E ali esteve durante muito tempo a pensar e repensar; depois tirou a rã para fora, abriu-lhe a boca, agarrou uma colher de chá e encheu-a de grãos de chumbo – encheu-a quase até os queixos – e pô-la no chão. Smiley tinha ido ao pântano e por lá andou a mexer na lama um bom pedaço, até que, por fim, apanhou uma rã; trouxe-a, deu-a ao homem e disse:
– Agora, se você está de acordo, eu a coloco aqui ao lado de Daniel, com as patas dianteiras na mesma linha e dou o sinal de partida. Atenção: Um, dois, três, salta! E ele e o outro tocaram nas rãs, e a nova rã saltou, mas Daniel fez um esforço, contorceu-se toda, encolheu os ombros como um francês, mas nada, nada se podia mexer; estava ali pregada, como se fosse uma bigorna; era como se estivesse ancorada. Smiley ficou mui admirado e bastante desgostoso, mas, claro está, não fazia idéia alguma da razão daquilo.
O outro recebeu o dinheiro e afastou-se, ao chegar a porta, apontou o dedo para Daniel – assim – tornou a dizer:
– Não vejo nada nessa rã que a torne melhor do que qualquer outra.
Smiley ali ficou, coçando a cabeça e olhando para Daniel durante algum tempo, até que por fim, disse:
Mas que diabos é que teria acontecido à rã? Terá ela qualquer coisa? Parece estar muito inchada! Agarrou Daniel pelo pescoço, levantou-a e disse:
- Diabos me levem se ela não pesa, pelo menos, cinco libras!

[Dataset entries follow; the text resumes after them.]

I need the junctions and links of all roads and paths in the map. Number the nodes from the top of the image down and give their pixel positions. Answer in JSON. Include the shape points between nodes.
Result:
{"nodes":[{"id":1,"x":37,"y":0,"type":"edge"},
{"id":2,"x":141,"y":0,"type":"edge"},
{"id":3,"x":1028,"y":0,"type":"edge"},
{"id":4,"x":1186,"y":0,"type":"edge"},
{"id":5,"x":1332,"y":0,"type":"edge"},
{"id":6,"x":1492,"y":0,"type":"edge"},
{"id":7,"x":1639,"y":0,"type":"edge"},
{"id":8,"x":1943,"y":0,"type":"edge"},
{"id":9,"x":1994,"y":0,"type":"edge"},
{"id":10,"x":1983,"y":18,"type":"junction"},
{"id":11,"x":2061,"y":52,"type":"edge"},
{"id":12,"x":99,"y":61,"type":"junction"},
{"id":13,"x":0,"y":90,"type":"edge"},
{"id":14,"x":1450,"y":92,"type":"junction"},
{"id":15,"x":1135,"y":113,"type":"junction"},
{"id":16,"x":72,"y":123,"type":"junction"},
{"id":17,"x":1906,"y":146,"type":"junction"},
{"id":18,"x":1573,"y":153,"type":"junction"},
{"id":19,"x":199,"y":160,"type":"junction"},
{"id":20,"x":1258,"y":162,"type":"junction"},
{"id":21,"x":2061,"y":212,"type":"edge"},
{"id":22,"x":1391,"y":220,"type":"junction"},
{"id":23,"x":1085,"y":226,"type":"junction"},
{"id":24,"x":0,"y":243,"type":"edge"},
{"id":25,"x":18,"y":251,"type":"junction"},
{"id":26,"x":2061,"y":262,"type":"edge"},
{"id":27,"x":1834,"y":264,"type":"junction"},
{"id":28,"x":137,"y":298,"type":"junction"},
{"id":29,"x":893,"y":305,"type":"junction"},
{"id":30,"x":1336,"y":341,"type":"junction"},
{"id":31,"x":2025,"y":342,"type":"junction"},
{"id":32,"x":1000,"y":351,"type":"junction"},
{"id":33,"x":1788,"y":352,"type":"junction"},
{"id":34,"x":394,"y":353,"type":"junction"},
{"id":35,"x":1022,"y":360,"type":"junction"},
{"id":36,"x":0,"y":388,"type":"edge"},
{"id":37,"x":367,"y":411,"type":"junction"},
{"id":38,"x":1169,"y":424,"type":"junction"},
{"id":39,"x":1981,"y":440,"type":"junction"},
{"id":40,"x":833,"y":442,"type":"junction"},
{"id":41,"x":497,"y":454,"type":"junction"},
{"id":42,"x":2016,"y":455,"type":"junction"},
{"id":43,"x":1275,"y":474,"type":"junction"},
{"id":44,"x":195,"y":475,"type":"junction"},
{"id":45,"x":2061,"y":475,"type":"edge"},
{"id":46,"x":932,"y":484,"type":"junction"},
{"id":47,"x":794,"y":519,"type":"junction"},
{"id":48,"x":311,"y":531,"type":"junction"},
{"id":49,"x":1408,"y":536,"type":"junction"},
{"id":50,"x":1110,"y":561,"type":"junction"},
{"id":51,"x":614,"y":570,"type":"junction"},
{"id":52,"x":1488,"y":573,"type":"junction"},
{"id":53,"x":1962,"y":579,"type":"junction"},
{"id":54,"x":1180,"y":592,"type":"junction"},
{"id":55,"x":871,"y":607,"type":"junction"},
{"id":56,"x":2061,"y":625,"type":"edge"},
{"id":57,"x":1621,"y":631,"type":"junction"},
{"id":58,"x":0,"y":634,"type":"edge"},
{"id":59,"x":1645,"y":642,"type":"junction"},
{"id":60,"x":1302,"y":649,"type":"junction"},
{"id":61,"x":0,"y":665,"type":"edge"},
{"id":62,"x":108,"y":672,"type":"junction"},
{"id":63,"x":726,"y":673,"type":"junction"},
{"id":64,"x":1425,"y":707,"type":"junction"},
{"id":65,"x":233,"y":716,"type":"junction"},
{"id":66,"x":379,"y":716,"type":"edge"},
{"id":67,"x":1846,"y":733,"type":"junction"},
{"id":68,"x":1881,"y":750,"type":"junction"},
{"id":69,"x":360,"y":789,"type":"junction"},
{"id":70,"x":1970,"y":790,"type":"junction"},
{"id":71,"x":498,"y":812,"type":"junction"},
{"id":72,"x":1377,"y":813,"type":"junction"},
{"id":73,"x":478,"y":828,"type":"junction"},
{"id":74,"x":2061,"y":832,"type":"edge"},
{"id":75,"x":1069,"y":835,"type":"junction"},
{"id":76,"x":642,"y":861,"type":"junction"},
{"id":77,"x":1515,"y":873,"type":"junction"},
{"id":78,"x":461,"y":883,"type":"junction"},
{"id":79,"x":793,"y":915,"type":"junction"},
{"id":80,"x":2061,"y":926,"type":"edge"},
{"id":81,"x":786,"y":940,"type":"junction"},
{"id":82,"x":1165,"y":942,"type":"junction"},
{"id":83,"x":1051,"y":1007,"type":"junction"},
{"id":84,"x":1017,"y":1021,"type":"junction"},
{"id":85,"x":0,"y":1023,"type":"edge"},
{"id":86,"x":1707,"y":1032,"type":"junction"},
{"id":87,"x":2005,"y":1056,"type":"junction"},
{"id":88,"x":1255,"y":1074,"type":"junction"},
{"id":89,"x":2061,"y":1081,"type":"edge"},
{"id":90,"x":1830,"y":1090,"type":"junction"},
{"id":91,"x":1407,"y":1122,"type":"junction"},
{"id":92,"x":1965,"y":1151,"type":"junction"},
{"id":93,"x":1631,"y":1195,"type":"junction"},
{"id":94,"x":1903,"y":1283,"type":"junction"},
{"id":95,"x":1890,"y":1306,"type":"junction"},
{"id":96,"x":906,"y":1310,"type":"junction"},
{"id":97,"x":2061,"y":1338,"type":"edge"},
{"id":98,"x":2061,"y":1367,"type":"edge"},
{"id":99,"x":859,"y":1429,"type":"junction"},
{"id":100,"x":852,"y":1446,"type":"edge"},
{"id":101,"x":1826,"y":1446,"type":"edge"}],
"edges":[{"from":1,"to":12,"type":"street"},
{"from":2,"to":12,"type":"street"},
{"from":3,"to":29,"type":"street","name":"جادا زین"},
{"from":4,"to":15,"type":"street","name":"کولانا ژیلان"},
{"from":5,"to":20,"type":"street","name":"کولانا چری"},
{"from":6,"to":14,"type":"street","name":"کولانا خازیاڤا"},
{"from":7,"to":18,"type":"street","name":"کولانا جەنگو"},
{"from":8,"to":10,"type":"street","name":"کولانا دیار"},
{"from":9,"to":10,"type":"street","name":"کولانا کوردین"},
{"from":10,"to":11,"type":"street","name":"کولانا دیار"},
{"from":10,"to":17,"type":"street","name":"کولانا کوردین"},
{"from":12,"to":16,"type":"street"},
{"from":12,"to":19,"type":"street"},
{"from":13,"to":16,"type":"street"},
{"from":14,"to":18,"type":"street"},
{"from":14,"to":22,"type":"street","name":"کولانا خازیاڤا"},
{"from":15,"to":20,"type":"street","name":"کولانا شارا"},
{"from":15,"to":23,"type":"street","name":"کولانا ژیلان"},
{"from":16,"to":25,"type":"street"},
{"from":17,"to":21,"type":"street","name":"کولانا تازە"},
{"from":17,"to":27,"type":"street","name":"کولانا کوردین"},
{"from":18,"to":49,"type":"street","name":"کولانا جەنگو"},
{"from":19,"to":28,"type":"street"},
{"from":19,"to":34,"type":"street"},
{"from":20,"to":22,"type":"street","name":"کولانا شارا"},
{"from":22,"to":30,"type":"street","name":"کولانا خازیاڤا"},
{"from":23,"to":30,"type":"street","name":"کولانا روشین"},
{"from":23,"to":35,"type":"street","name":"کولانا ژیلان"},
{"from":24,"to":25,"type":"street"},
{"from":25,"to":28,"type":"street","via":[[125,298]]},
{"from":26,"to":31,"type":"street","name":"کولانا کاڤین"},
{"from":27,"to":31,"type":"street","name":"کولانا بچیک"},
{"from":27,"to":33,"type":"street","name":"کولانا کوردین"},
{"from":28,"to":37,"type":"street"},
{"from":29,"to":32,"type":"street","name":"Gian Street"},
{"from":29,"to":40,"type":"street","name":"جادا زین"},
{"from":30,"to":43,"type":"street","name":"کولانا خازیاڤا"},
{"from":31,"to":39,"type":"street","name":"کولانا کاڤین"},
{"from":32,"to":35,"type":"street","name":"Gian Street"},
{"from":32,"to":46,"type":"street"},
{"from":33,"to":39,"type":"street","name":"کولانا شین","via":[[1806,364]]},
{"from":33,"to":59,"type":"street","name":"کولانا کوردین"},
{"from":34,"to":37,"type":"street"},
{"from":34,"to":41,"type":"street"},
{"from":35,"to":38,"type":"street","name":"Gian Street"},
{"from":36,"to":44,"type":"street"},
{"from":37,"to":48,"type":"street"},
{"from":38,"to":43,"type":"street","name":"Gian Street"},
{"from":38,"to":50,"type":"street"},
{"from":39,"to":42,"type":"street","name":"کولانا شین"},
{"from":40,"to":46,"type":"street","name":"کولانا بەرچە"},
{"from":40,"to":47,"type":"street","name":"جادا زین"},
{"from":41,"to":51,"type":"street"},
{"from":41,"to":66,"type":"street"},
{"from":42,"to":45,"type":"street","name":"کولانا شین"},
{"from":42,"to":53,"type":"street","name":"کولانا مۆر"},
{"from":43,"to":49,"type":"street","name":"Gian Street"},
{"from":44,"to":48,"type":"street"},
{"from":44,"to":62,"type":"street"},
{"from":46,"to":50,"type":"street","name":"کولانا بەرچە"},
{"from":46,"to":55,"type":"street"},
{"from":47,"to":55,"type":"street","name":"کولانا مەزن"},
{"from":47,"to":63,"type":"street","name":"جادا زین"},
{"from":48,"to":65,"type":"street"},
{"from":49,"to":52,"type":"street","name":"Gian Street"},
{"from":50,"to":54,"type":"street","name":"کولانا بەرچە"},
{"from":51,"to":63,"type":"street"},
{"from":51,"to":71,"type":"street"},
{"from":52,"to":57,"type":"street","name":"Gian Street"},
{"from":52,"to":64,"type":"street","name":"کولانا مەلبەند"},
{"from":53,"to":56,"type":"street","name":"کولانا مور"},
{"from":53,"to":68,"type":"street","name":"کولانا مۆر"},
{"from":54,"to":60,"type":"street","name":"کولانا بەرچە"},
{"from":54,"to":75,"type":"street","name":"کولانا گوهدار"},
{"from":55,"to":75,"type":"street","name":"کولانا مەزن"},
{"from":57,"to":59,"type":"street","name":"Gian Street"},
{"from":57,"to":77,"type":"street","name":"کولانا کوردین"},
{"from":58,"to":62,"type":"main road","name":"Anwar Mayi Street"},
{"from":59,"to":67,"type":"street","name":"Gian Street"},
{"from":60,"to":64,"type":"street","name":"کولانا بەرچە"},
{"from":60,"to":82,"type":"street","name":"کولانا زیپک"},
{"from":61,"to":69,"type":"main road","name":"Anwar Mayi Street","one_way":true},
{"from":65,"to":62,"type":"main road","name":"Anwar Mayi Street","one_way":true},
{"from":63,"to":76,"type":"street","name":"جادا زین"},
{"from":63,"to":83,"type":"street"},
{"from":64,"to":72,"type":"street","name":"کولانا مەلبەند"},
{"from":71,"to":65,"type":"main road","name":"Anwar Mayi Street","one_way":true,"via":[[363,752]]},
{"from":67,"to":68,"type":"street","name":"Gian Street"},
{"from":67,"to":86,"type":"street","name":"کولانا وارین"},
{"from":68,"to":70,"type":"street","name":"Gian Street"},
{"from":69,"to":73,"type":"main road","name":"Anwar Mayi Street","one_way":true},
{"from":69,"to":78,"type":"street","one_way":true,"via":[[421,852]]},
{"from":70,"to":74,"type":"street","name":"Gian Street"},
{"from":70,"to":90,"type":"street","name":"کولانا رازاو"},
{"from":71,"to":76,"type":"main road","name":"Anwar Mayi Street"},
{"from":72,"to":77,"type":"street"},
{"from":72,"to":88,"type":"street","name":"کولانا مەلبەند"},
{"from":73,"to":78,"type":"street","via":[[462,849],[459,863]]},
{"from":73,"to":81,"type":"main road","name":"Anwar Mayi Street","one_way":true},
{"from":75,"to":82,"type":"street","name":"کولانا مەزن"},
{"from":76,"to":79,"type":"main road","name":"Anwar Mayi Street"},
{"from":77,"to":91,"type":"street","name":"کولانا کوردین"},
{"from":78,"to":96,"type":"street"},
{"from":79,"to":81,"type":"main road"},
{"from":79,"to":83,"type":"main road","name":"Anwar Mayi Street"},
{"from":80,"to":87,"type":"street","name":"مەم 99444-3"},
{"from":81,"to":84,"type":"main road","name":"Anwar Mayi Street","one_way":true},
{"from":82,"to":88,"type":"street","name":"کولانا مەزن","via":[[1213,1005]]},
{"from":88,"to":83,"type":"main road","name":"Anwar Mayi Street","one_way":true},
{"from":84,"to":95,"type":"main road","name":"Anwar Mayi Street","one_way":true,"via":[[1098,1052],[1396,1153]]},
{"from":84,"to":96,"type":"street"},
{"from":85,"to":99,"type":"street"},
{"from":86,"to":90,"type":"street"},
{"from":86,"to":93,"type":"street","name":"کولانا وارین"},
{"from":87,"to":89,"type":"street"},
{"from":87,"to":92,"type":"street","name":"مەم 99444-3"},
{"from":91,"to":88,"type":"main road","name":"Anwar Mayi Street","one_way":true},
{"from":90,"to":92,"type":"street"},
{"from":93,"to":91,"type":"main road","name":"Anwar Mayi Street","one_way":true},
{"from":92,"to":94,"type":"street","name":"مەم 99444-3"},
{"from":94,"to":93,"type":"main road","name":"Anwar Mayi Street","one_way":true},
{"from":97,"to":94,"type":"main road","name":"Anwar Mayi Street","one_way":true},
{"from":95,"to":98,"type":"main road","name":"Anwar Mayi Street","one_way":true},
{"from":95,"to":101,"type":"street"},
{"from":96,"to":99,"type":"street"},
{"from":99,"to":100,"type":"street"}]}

E, voltando-a de cabeça para baixo, viu-a vomitar uma porção de escumilha. Quando viu o que aquilo era, ficou furioso, pousou a rã e foi atrás do outro, mas não chegou a apanhar. E...
Nesta altura, Simon Wheeler ouviu que o chamavam, e levantou-se para ver o que era. Voltando-se para mim, enquanto andava, disse:
– Deixe-se ficar onde está, descansando, que eu não me demoro um segundo.
Mas, com vossa licença, não achei que a continuação da história do empreendedor vagabundo Jim Smiley fosse de molde a fornecer-me grandes informações a respeito do Rev. Leonidas e, por isso, levantei-me para sair.
À porta encontrei o afável Wheeler, de volta; agarrou-me por um botão do casado e recomeçou:
– Ora, este Smiley tinha uma vaca amarela, só com um olho, sem cauda, ou, antes, só com um toco, como se fosse uma banana, e...
– Ora, diabos levem o Smiley mais as atribuições da sua candice eu, jovialmente, e, despedindo-me do velho, fui-me embora.